By PHK
The Bush Administration is not alone in forgetting that communications have become global and often instantaneous - and that messages designed for domestic consumption have a way of immediately entering the most politically sensitive international debate in real time.
Earlier today newly elected Iranian President Mahmoud Ahmadinejad, a former student radical and supporter of the late Ayatollah Ruhollah Khomeini, inserted monstrous feet in oversized mouth – when he told a group of conservative Iranian students that “Israel must be wiped off the face of the map” and he did so in front of the cameras. The LA Times reported that Iranian state-run television quoted the president as saying “anybody who recognizes Israel will burn in the first of the Islamic nation’s fury.” This kind of irresponsible rhetoric may have proven popular with Ahmadinejad’s religiously conservative and nationalistic Shiite audience, but it even went beyond former Iranian president Rafsanjani in 2001 when he “called for a Muslim state to annihilate Israel with a nuclear strike.”

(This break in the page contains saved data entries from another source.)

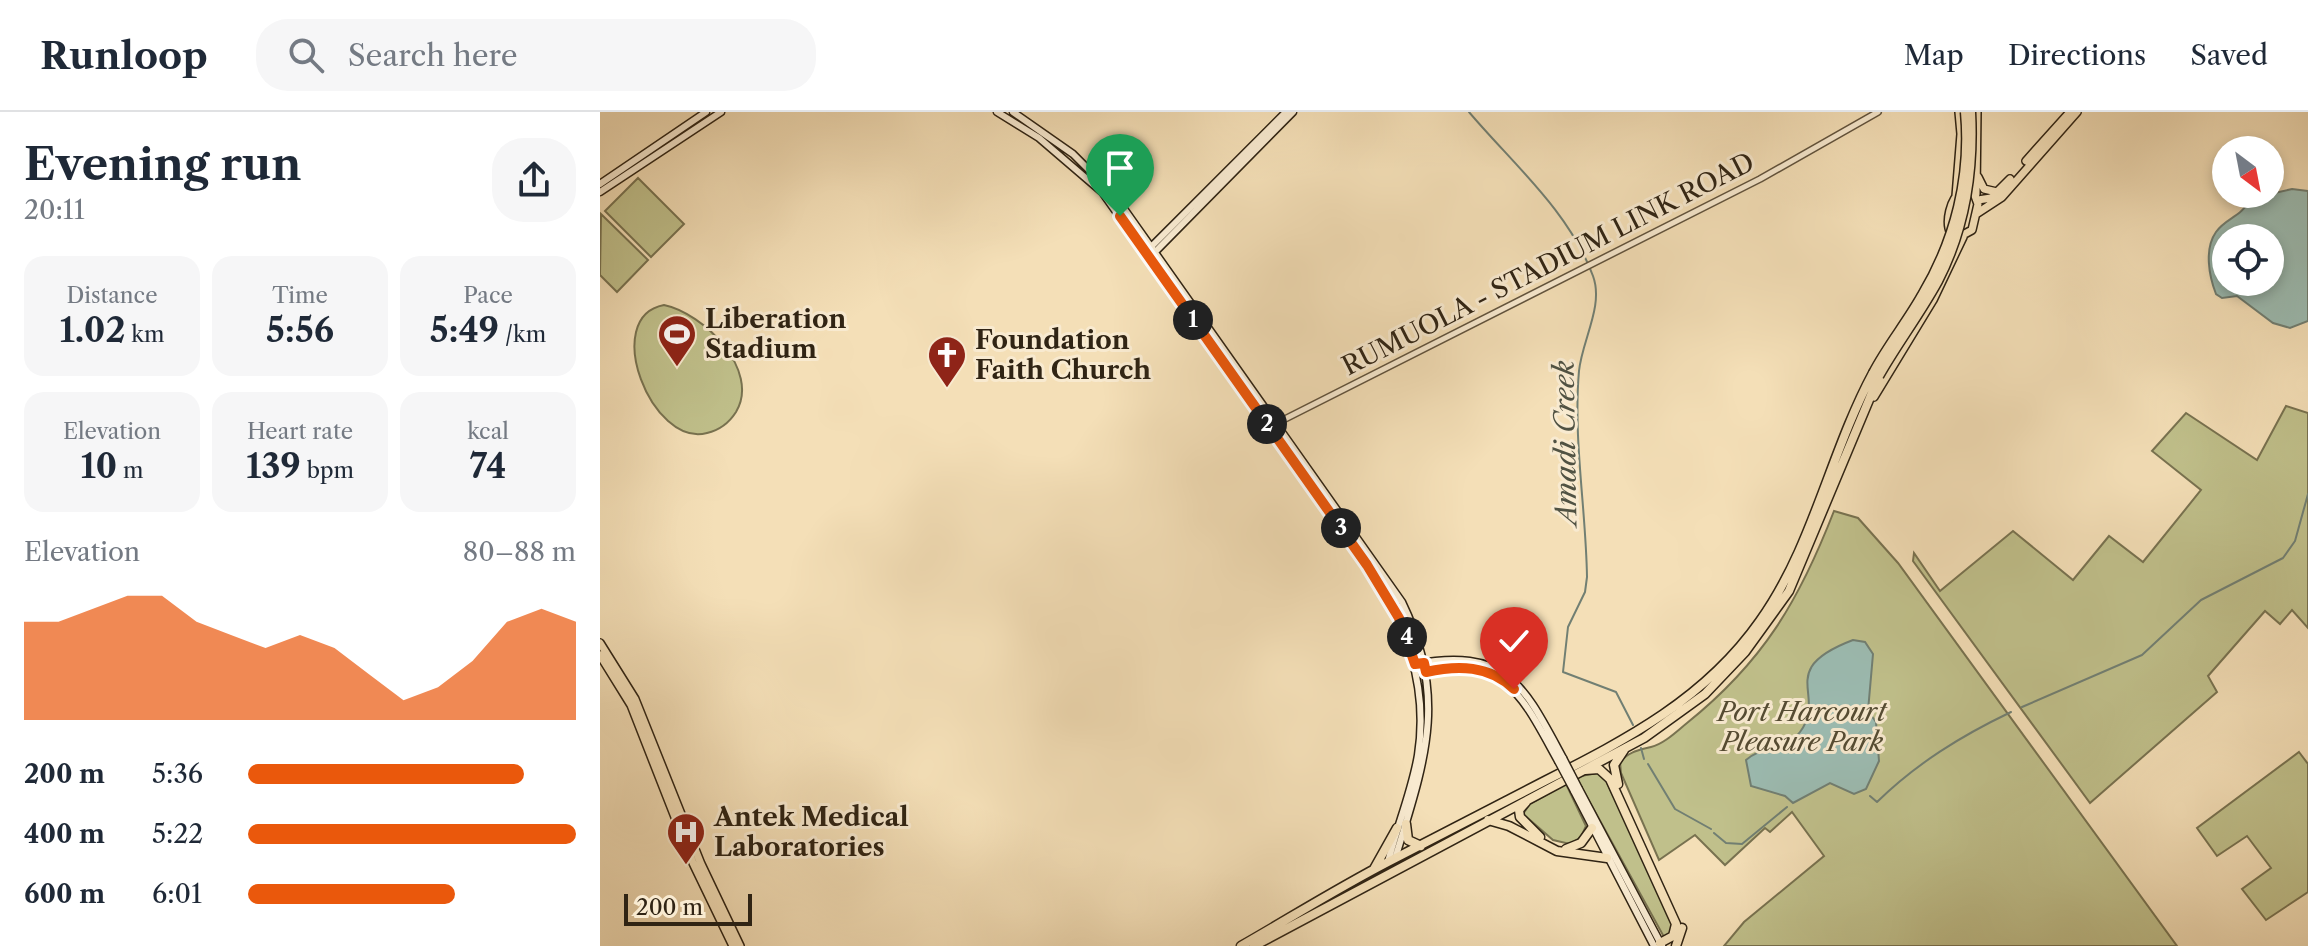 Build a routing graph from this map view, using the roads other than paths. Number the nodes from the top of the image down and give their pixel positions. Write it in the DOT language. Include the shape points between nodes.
graph roads {
  1 [pos="706,112"];
  2 [pos="721,112"];
  3 [pos="997,112"];
  4 [pos="1013,112"];
  5 [pos="1286,112"];
  6 [pos="1293,112"];
  7 [pos="1878,112"];
  8 [pos="1962,112"];
  9 [pos="1974,112"];
  10 [pos="2070,112"];
  11 [pos="2077,112"];
  12 [pos="1976,169"];
  13 [pos="600,184"];
  14 [pos="1999,191"];
  15 [pos="600,192"];
  16 [pos="1956,196"];
  17 [pos="1977,198"];
  18 [pos="1976,214"];
  19 [pos="1948,227"];
  20 [pos="1963,237"];
  21 [pos="1150,252"];
  22 [pos="1876,375"];
  23 [pos="1277,423"];
  24 [pos="1853,433"];
  25 [pos="1842,439"];
  26 [pos="600,643"];
  27 [pos="600,655"];
  28 [pos="1424,663"];
  29 [pos="1415,664"];
  30 [pos="1426,672"];
  31 [pos="1417,674"];
  32 [pos="1628,746"];
  33 [pos="1560,760"];
  34 [pos="1581,771"];
  35 [pos="1576,790"];
  36 [pos="1527,799"];
  37 [pos="1487,820"];
  38 [pos="1401,826"];
  39 [pos="1592,828"];
  40 [pos="1422,846"];
  41 [pos="1607,858"];
  42 [pos="1392,860"];
  43 [pos="1372,871"];
  44 [pos="1659,945"];
  45 [pos="733,946"];
  46 [pos="740,946"];
  47 [pos="1241,946"];
  48 [pos="1254,946"];
  49 [pos="1676,946"];
  1 -- 13 [label="main road"];
  2 -- 15 [label="main road"];
  3 -- 21 [label="main road" via="1090,179"];
  4 -- 21 [label="main road" via="1094,172"];
  5 -- 21 [label="main road"];
  6 -- 21 [label="main road"];
  7 -- 23 [label="street, RUMUOLA - STADIUM LINK ROAD" via="1760,179"];
  8 -- 16 [label="main road"];
  8 -- 22 [label="highway, bridge" via="1964,176 1949,241"];
  9 -- 12 [label="main road"];
  9 -- 22 [label="highway, bridge" via="1968,187 1953,246 1930,295"];
  10 -- 14 [label="main road"];
  11 -- 18 [label="main road" via="2002,197"];
  12 -- 14 [label="main road" via="1981,187"];
  12 -- 17 [label="main road"];
  14 -- 17 [label="main road" via="1991,198"];
  16 -- 17 [label="main road" via="1966,191"];
  16 -- 19 [label="main road"];
  17 -- 18 [label="main road"];
  18 -- 20 [label="main road" via="1972,230"];
  19 -- 20 [label="main road" via="1951,234"];
  19 -- 25 [label="main road" via="1929,274 1863,386"];
  20 -- 24 [label="main road" via="1933,300"];
  21 -- 23 [label="main road"];
  21 -- 29 [label="main road" via="1367,565 1399,618"];
  22 -- 24 [label="highway"];
  22 -- 25 [label="highway"];
  23 -- 28 [label="main road" via="1394,587"];
  24 -- 32 [label="highway" via="1798,573 1768,625 1705,694"];
  25 -- 40 [label="highway" via="1774,600 1703,686 1640,732"];
  26 -- 46 [label="main road" via="635,699"];
  27 -- 45 [label="main road" via="631,705 693,863"];
  28 -- 29 [label="main road"];
  28 -- 30 [label="main road"];
  28 -- 33 [label="main road" via="1481,663 1507,675 1529,698"];
  29 -- 31 [label="main road"];
  30 -- 31 [label="main road"];
  30 -- 33 [label="main road" via="1467,667 1502,679 1527,705"];
  30 -- 38 [label="main road" via="1426,757"];
  31 -- 38 [label="main road" via="1418,757"];
  32 -- 34 [label="highway"];
  32 -- 49 [label="highway" via="1613,770 1681,924"];
  33 -- 35 [label="main road, bridge"];
  34 -- 36 [label="highway"];
  34 -- 44 [label="highway" via="1604,771 1613,783 1676,924 1673,936"];
  35 -- 39 [label="main road"];
  35 -- 44 [label="main road"];
  36 -- 37 [label="highway"];
  36 -- 39 [label="highway" via="1520,817 1550,844 1576,847"];
  37 -- 41 [label="highway" via="1557,851"];
  37 -- 48 [label="highway"];
  38 -- 40 [label="highway" via="1408,840"];
  38 -- 42 [label="main road"];
  38 -- 43 [label="highway"];
  39 -- 41 [label="main road"];
  40 -- 42 [label="highway"];
  41 -- 44 [label="main road"];
  42 -- 43 [label="highway"];
  43 -- 47 [label="highway"];
}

Ahmadinejad’s ill-tempered words went down particularly badly in European capitals and even in Moscow - Iran’s Russian protector. European leaders - singly and hours later through the EU - condemned Ahmadinejad’s irresponsible language and called him to task. So did the Russians.

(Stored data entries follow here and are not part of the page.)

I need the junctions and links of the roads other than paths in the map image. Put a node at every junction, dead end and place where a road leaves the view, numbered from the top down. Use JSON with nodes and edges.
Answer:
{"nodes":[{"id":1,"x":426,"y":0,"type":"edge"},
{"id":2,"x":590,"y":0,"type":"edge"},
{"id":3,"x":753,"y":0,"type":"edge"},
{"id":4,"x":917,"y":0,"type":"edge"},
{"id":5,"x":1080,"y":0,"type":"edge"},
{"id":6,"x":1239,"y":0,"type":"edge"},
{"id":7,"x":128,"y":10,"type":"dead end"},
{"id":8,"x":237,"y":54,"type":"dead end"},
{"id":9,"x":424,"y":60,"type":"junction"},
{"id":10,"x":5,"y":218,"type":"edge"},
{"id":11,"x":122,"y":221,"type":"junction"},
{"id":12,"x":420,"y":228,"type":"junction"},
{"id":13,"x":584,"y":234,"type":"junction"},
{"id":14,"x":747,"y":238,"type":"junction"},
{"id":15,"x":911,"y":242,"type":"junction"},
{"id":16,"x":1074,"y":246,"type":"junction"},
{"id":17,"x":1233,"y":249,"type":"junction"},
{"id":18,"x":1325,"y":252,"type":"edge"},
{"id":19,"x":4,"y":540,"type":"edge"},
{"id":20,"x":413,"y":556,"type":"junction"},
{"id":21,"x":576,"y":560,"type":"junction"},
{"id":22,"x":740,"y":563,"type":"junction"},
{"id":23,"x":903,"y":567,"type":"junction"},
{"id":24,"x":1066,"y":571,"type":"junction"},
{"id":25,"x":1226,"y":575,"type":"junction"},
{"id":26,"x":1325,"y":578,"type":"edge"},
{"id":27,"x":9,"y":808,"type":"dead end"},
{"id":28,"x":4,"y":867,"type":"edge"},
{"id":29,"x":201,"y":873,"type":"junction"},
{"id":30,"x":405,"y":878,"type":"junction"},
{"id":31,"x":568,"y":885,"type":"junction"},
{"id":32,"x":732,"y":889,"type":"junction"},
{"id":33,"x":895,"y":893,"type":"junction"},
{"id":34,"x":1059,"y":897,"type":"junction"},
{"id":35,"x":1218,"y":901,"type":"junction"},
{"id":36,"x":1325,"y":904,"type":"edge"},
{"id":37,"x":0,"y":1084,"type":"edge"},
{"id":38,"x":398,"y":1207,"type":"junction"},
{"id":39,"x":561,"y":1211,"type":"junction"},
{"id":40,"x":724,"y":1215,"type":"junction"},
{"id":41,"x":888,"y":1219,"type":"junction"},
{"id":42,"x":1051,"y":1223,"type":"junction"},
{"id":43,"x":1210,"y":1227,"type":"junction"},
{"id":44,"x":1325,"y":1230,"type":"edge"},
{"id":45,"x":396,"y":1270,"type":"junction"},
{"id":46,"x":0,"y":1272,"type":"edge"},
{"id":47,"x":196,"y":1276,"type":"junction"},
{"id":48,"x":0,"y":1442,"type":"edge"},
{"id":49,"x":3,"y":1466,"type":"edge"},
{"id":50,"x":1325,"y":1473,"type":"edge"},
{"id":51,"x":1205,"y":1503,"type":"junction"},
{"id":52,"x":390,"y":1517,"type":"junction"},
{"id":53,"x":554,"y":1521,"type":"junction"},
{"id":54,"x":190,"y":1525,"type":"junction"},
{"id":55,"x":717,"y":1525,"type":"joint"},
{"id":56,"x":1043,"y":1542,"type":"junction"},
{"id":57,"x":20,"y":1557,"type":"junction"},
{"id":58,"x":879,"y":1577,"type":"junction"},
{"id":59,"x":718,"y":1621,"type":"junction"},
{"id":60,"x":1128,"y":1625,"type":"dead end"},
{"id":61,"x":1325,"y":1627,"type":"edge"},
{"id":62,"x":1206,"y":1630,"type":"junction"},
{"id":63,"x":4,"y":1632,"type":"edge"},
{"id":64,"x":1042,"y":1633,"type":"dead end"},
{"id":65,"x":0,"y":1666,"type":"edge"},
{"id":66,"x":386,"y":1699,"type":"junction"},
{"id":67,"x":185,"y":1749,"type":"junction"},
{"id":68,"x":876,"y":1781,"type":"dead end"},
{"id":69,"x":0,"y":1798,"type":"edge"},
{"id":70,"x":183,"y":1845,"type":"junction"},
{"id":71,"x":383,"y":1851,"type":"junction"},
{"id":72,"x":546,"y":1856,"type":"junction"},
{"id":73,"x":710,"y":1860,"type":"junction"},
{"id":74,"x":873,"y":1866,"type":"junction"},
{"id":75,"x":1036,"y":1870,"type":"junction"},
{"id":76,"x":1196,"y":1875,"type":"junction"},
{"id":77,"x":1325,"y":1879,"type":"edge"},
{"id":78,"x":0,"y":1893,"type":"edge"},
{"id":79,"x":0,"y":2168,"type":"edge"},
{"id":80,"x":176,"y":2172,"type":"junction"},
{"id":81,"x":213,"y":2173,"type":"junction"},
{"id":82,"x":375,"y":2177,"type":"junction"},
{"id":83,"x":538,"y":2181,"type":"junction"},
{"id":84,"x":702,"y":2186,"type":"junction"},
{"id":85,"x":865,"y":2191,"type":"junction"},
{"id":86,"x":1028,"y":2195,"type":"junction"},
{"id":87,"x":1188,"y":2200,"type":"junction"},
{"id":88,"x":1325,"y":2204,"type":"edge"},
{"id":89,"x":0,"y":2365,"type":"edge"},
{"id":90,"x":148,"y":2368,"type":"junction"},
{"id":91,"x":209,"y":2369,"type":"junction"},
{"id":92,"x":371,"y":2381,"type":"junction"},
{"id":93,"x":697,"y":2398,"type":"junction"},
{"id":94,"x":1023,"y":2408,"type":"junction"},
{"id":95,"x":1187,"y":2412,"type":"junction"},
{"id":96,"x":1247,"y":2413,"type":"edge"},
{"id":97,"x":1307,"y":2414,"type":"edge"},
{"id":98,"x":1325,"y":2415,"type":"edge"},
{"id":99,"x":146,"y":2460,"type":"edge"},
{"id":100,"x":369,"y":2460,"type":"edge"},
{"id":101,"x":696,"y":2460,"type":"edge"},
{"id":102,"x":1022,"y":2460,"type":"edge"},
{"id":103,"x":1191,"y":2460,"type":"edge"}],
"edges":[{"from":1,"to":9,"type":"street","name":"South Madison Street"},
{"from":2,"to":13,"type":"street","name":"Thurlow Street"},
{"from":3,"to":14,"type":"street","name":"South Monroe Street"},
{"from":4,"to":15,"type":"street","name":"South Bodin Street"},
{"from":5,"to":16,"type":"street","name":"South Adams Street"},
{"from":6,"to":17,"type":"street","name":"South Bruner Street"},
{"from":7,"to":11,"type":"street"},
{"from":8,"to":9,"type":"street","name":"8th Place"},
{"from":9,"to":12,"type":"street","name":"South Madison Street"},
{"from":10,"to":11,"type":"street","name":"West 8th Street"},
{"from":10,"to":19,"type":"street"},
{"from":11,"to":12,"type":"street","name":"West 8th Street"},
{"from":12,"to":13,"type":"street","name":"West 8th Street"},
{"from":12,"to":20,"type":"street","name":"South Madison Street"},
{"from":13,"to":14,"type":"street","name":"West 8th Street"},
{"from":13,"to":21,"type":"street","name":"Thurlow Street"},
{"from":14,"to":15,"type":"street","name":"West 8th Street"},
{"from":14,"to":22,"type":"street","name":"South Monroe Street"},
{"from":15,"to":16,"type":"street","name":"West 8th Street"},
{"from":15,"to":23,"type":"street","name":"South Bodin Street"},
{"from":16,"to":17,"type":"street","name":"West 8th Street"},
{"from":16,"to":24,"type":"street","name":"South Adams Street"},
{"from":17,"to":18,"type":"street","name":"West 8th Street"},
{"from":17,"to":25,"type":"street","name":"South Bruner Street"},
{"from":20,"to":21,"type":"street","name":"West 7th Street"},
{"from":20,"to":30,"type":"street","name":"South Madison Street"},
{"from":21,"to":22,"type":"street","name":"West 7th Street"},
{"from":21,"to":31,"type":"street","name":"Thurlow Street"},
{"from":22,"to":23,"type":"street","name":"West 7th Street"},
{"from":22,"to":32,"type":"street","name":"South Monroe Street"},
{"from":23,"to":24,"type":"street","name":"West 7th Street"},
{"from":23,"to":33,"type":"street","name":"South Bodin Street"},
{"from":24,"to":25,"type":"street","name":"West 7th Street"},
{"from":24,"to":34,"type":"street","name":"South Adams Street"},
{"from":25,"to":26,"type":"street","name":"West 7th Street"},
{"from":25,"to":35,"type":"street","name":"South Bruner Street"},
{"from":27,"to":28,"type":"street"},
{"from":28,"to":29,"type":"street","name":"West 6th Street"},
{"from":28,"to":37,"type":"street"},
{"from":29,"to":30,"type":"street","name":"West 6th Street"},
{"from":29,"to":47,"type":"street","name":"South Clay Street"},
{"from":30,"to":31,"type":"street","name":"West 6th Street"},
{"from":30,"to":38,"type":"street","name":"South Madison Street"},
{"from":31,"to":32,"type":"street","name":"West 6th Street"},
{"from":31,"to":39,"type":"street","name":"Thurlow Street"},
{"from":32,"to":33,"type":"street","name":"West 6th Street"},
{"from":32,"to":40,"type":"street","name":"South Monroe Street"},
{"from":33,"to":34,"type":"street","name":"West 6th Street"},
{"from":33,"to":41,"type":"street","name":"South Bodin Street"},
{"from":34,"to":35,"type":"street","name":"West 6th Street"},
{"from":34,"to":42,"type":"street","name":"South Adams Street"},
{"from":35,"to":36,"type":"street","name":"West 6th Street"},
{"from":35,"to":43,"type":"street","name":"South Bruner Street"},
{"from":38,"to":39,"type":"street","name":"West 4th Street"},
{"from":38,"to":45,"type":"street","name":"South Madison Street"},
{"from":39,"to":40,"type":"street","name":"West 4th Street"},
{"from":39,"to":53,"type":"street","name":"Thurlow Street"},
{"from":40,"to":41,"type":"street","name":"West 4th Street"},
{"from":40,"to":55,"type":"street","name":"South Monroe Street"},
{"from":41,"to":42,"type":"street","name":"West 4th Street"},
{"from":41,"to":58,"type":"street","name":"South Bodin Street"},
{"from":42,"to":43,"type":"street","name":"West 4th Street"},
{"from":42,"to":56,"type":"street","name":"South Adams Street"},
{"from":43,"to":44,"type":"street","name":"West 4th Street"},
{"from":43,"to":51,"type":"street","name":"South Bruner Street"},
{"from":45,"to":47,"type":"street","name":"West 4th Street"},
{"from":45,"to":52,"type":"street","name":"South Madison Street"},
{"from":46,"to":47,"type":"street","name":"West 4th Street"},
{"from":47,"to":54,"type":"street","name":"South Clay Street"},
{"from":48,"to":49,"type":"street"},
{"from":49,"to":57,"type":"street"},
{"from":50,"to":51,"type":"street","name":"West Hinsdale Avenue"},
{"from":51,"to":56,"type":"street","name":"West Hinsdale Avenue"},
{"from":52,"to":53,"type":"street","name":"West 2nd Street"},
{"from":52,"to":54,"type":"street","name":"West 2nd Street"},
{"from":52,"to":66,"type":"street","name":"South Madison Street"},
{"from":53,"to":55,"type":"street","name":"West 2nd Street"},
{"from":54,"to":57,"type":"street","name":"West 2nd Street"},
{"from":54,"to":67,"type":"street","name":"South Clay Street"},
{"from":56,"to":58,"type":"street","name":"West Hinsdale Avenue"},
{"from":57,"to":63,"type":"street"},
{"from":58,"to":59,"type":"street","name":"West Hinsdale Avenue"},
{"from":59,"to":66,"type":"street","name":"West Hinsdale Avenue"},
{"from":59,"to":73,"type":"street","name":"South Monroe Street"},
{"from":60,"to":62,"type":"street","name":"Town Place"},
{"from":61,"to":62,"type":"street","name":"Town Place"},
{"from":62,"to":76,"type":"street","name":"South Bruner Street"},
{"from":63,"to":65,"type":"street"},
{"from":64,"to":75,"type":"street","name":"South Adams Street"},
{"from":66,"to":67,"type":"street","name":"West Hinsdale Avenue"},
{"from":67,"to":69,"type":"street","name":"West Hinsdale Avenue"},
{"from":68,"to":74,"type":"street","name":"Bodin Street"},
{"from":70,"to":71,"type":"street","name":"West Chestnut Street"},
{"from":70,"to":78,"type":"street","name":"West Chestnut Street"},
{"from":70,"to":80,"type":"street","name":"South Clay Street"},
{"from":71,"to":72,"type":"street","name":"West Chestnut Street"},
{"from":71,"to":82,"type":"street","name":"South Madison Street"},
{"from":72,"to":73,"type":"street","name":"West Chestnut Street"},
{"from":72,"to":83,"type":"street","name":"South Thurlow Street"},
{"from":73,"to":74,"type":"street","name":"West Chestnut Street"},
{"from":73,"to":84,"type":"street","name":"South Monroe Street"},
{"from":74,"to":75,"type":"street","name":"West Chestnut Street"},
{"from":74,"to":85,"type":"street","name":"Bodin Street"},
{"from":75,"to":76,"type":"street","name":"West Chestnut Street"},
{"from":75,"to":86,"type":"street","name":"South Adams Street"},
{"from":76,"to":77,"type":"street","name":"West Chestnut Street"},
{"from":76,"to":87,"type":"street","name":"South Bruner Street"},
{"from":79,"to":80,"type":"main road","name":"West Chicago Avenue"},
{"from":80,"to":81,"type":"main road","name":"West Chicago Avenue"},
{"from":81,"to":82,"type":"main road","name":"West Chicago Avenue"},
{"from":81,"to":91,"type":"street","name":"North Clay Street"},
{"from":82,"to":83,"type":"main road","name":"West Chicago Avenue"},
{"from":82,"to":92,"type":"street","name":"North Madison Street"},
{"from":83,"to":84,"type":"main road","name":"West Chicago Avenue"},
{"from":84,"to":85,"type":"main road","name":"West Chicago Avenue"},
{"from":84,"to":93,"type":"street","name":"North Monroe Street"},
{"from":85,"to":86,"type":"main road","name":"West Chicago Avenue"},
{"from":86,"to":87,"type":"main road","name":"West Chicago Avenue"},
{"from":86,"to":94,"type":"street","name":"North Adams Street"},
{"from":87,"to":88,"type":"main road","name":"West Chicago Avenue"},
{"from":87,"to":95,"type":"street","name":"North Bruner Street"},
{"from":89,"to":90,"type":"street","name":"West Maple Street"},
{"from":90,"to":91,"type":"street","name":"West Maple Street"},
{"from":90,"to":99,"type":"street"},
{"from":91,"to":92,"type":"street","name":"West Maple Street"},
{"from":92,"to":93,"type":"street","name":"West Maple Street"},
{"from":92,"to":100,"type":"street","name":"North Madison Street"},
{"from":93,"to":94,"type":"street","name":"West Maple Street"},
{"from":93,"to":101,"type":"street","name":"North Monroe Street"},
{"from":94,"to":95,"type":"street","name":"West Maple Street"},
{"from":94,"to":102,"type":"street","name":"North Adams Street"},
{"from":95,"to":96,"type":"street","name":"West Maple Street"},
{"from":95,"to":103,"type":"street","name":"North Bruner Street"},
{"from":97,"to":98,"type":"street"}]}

Whether Ahmadinejad will heed the warnings – which probably also came with some avuncular advice from Russian Foreign Minister Sergei Lavrov about cooling the incendiary rhetoric for Iran’s own survival – remains to be seen.
Meanwhile, the Bush Administration has taken an amazingly low key approach. The White House is quoted by the BBC and elsewhere as saying that “the comment showed the US was right to be concerned about Iran's nuclear programme.” Whether this unusually measured Bush Administration response to this latest Iranian provocation – a country which Bush labeled one of the four axes of evil a couple of years or more ago - 1) represents a new US approach to the complex Iranian nuclear issue by allowing the Europeans and Russians to take the lead in its resolution, 2) a quiet signal that the US is not planning to invade Iran anytime soon as neocon hawks like Michael Ledeen advocate, or 3) just that the Administration is so preoccupied with the Harriet Miers appointment/withdrawal embarrassment combined with potential indictments of at least one, if not more chief aides in the Plamegate affair is unclear.
Nevertheless, the Administration’s measured response thus far to Ahmadinejad's dim-witted words should allow some breathing room in an otherwise tense situation. That is, if the US still has any influence over Israel’s hawkish and unilateralist security policy whose leaders might very well choose to use Ahmadinejad’s "bring-em on" words as a pretext for taking out all of Iran’s fledgling nuclear installations regardless of their ill-explained intent.